MPLS-CE Connected to PE

In this scenario the ASR 5500 functions as an MPLS-CE (Customer Edge) network element connected to a Provider Edge (PE) Label Edge Router (LER), which in turn connects to the MPLS core (RFC 4364). See the figure below.

Figure 1. ASR 5500 MPLS-CE to PE

The MPLS-CE functions like a PE router within its own Autonomous System (AS). It maintains Virtual Routing and Forwarding (VRF) routes and exchanges VPN route information with the PE via an MP-eBGP (Multi-Protocol-external BGP) session.

The PE is also configured with VRFs and exchanges VPN routes with other PEs in its AS via MP-iBGP (Multi-Protocol-internal BGP) connections and the MPLS-CE via an MP-eBGP connection.
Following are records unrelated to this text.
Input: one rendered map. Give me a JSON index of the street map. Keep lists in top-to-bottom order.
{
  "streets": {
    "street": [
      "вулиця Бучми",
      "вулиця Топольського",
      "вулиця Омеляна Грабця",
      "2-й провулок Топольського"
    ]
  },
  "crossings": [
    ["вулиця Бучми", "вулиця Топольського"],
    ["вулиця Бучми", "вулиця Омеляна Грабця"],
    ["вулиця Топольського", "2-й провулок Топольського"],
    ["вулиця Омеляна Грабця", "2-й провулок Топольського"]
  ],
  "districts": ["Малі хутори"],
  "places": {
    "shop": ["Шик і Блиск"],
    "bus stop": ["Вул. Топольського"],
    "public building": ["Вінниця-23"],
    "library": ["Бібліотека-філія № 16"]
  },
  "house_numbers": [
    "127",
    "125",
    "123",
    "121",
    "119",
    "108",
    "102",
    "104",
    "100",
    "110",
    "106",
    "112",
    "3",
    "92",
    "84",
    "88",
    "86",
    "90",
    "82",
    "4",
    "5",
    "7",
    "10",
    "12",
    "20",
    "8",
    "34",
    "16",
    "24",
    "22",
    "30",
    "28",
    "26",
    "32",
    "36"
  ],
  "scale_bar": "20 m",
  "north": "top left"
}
The EBGP connection allows the PE to change next-hop IP addresses and labels in the routes learned from IBGP peers before advertising them to the MPLS-CE. The MPLS-CE in this case uses only MP-eBGP to advertise and learn routes. Label Distribution Protocol (LDP) and Resource Reservation Protocol (RSVP) are not required because of direct-connect EBGP peering. The MPLS-CE in this scenario pushes/pops a single label (learned over the MP-eBGP connection) to/from the PE.

ASR 5500 as a PE

Overview

In this scenario, the ASR 5500 functions as a PE router sitting at the edge of the MPLS core. See the figure below.

Figure 2. ASR 5500 as a PE

The ASR 5500 eliminates the need for an ASBR or PE as shown in the first two scenarios. In this scenario, two main requirements are introduced: IBGP functionality and MPLS label distribution protocols.

The ASR 5500 can be configured to add two labels:
  • an outer label learned from LDP or RSVP-TE (RSVP-Traffic Engineering)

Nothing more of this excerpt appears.